Which lines in the records below contain the word "nodes"? Report each of them.

[Opening Provided records section]

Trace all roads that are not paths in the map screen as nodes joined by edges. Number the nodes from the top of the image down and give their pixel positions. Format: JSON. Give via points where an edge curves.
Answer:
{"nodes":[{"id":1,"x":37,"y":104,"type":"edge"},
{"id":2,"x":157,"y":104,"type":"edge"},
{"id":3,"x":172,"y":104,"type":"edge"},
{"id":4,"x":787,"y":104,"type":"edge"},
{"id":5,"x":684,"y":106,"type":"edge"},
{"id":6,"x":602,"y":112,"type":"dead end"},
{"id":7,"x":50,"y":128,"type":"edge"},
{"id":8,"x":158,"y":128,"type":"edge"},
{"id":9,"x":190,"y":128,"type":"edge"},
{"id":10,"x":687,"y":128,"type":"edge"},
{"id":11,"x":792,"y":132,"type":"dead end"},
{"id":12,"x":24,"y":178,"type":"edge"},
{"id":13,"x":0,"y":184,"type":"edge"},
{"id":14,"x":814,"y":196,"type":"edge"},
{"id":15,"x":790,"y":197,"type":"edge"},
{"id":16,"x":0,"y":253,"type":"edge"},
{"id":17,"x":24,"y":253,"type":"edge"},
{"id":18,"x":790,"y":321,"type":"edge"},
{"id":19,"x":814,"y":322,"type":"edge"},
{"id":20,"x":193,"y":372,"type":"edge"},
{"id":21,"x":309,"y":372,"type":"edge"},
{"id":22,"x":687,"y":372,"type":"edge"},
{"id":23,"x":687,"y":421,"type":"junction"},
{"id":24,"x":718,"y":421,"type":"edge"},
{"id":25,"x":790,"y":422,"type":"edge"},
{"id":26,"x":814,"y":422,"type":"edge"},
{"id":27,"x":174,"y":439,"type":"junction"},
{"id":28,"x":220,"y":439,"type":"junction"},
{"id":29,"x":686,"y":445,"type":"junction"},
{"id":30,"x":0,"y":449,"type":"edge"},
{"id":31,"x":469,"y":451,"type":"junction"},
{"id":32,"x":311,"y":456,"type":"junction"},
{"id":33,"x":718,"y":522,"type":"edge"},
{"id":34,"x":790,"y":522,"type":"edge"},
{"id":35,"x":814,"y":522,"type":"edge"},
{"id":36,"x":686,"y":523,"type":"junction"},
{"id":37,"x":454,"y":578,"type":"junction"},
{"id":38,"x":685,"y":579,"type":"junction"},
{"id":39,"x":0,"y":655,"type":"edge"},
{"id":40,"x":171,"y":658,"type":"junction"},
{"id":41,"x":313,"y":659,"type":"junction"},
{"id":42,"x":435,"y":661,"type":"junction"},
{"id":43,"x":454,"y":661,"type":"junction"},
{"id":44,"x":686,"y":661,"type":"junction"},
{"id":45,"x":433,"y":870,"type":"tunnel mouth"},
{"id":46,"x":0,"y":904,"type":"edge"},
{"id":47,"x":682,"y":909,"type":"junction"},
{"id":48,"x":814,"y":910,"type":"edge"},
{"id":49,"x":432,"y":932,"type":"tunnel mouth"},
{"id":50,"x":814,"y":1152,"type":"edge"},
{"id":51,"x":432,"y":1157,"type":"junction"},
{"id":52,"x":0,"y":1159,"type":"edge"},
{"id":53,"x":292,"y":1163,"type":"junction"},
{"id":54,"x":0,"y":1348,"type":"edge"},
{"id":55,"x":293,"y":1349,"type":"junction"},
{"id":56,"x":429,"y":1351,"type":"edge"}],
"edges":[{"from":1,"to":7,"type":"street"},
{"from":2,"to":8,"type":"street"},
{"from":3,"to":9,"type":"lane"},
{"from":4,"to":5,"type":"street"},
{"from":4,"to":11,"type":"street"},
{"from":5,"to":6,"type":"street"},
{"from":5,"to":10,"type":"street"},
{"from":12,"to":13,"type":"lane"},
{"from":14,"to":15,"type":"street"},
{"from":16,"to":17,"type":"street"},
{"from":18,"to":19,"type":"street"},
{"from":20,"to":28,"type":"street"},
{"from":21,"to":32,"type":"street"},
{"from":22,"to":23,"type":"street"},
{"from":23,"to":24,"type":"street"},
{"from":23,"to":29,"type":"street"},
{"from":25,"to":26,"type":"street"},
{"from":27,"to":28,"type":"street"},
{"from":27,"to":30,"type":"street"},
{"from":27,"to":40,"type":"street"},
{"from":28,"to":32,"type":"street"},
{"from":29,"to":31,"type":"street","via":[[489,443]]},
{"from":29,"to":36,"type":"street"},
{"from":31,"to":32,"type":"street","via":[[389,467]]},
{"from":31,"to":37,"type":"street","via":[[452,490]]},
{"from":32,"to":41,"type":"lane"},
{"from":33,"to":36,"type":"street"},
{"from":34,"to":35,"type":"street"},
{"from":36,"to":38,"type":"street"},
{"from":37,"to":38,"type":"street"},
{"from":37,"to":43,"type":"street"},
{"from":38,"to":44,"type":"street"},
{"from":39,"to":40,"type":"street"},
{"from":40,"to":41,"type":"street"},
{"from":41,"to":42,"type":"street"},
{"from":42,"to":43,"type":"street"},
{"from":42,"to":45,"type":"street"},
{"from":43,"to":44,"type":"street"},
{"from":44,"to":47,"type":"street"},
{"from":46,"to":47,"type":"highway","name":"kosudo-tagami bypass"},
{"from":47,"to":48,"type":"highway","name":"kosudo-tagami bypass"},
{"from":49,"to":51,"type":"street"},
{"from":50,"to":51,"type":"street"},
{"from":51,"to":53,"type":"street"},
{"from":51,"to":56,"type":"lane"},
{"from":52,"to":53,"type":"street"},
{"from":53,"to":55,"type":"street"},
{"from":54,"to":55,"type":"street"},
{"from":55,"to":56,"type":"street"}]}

[Closing Provided records section]

Completed task
Trace all roads that are not paths in the map screen as nodes joined by edges. Number the nodes from the top of the image down and give their pixel positions. Format: JSON. Give via points where an edge curves.
{"nodes":[{"id":1,"x":37,"y":104,"type":"edge"},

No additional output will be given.